[Dataset records]
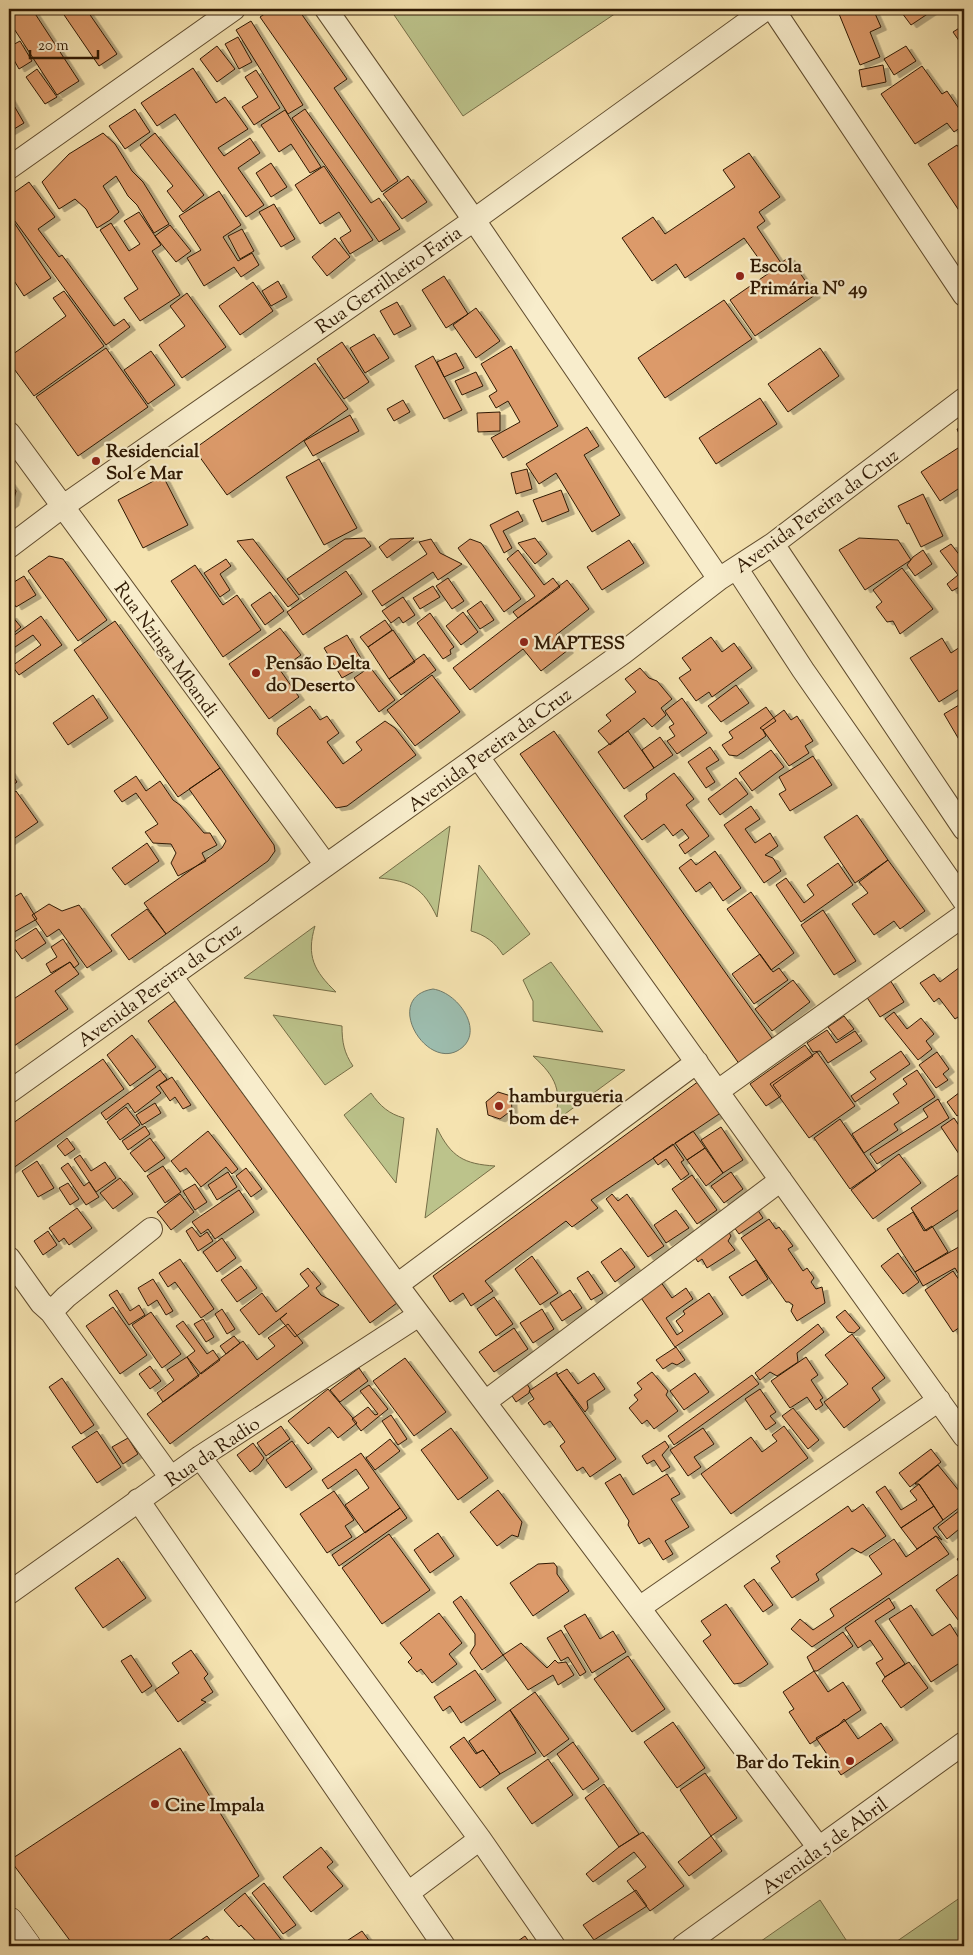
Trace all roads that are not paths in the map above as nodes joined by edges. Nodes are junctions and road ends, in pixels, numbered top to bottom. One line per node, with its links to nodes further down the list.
1 (234, 9): 5 (street)
2 (326, 9): 6 (street)
3 (766, 9): 6 (street, Rua Gerrilheiro Faria)
4 (773, 9): 7 (street)
5 (9, 168)
6 (474, 220): 10 (street, Rua Gerrilheiro Faria); 13 (street)
7 (964, 295)
8 (964, 399): 11 (street, Avenida Pereira da Cruz)
9 (9, 434): 10 (street, Rua Nzinga Mbandi)
10 (62, 507): 12 (street, Rua Gerrilheiro Faria); 16 (street, Rua Nzinga Mbandi)
11 (773, 544): 13 (street, Avenida Pereira da Cruz); 15 (street)
12 (9, 547)
13 (728, 574): 14 (street, Avenida Pereira da Cruz); 17 (street)
14 (478, 757): 16 (street, Avenida Pereira da Cruz); 20 (street)
15 (964, 829)
16 (326, 865): 19 (street, Avenida Pereira da Cruz)
17 (964, 901)
18 (964, 915): 22 (street)
19 (171, 976): 21 (street, Avenida Pereira da Cruz); 26 (street)
20 (697, 1062): 22 (street); 26 (street)
21 (9, 1092)
22 (718, 1092): 23 (street)
23 (781, 1180): 29 (street); 30 (street)
24 (151, 1229): 27 (street)
25 (9, 1258): 27 (street)
26 (397, 1285): 28 (street)
27 (51, 1312): 33 (street)
28 (419, 1315): 30 (street); 32 (street, Rua da Radio)
29 (939, 1400): 31 (street); 36 (street)
30 (484, 1402): 36 (street)
31 (964, 1436)
32 (200, 1457): 33 (street, Rua da Radio); 38 (street)
33 (171, 1478): 34 (street, Rua da Radio)
34 (138, 1500): 35 (street, Rua da Radio); 40 (street)
35 (9, 1593)
36 (639, 1608): 39 (street)
37 (964, 1744): 39 (street, Avenida 5 de Abril)
38 (480, 1839): 40 (street); 44 (street)
39 (819, 1848): 45 (street, Avenida 5 de Abril)
40 (408, 1893): 43 (street)
41 (9, 1921): 42 (street)
42 (27, 1946)
43 (444, 1946)
44 (554, 1946)
45 (683, 1946)

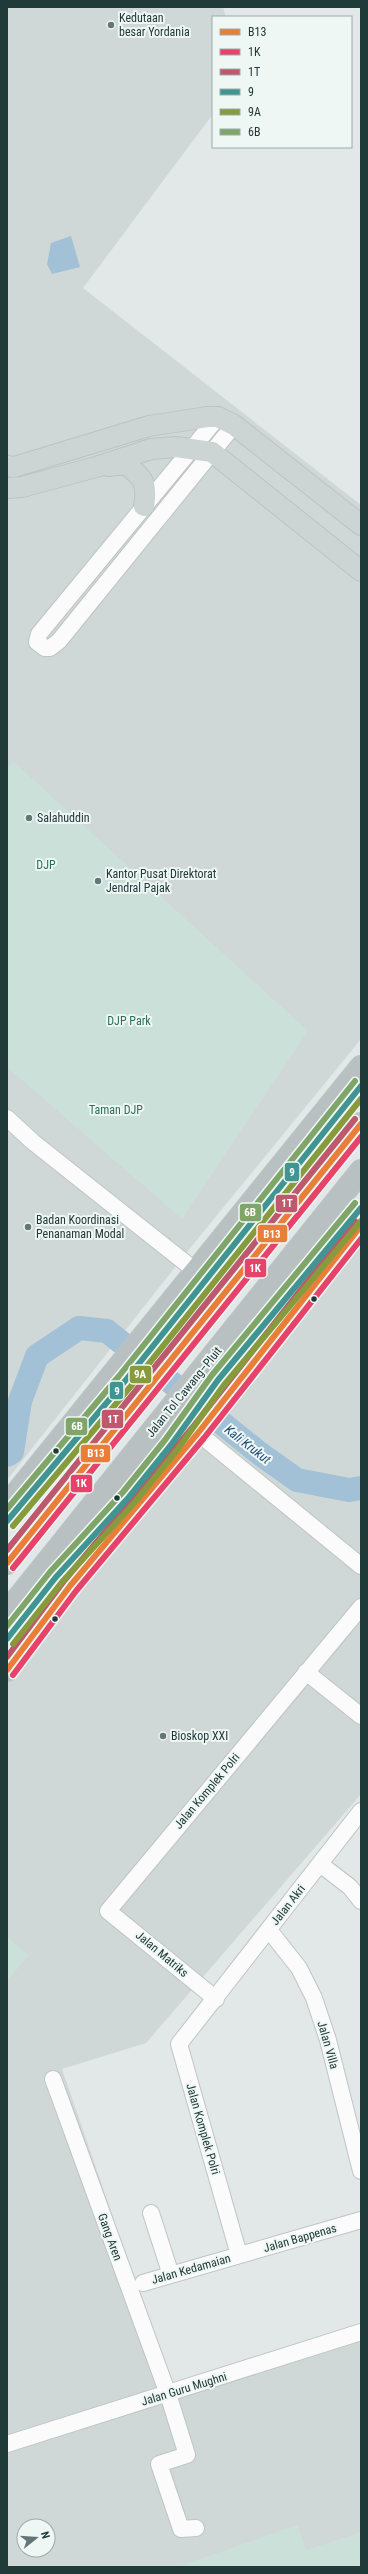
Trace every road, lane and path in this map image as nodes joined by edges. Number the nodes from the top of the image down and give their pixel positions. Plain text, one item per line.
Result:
1 (226, 421) junction
2 (190, 448) junction
3 (212, 452) junction
4 (7, 466) edge
5 (96, 467) junction
6 (7, 488) edge
7 (144, 506) junction
8 (361, 525) edge
9 (361, 571) edge
10 (361, 1067) edge
11 (7, 1118) edge
12 (361, 1124) edge
13 (361, 1171) edge
14 (361, 1226) edge
15 (197, 1272) junction
16 (202, 1427) junction
17 (7, 1505) edge
18 (7, 1563) edge
19 (361, 1566) edge
20 (361, 1608) edge
21 (7, 1612) edge
22 (7, 1670) edge
23 (306, 1672) junction
24 (361, 1716) edge
25 (361, 1812) edge
26 (320, 1864) junction
27 (361, 1901) edge
28 (108, 1910) joint
29 (269, 1930) junction
30 (211, 2005) junction
31 (53, 2079) dead end
32 (361, 2171) edge
33 (151, 2213) dead end
34 (361, 2220) edge
35 (239, 2255) junction
36 (171, 2275) junction
37 (143, 2283) dead end
38 (361, 2332) edge
39 (168, 2394) junction
40 (7, 2444) edge
41 (196, 2528) dead end

1 - 2 street
1 - 3 street
1 - 4 main road
1 - 8 main road
2 - 3 main road
2 - 5 main road
2 - 7 street
3 - 7 street
3 - 9 main road
5 - 6 main road
5 - 7 main road
10 - 15 highway
11 - 15 street
12 - 18 highway
13 - 21 highway, Jalan Tol Cawang–Pluit
14 - 16 highway
15 - 17 highway
16 - 19 street
16 - 22 highway
20 - 23 street, Jalan Komplek Polri
23 - 24 street
23 - 28 street, Jalan Komplek Polri
25 - 26 street, Jalan Akri
26 - 27 street
26 - 29 street, Jalan Akri
28 - 30 street, Jalan Matriks
29 - 30 street, Jalan Akri
29 - 32 street, Jalan Villa
30 - 35 street, Jalan Komplek Polri
31 - 39 street, Gang Aren
33 - 36 street
34 - 35 street, Jalan Bappenas
35 - 36 street, Jalan Kedamaian
36 - 37 street, Jalan Kedamaian
38 - 39 street, Jalan Guru Mughni
39 - 40 street, Jalan Guru Mughni
39 - 41 street, Gang Aren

* [Task]: Within the data above, how many lines include the string "Faria"? Only the number is required.

* [Solution to this task]: 3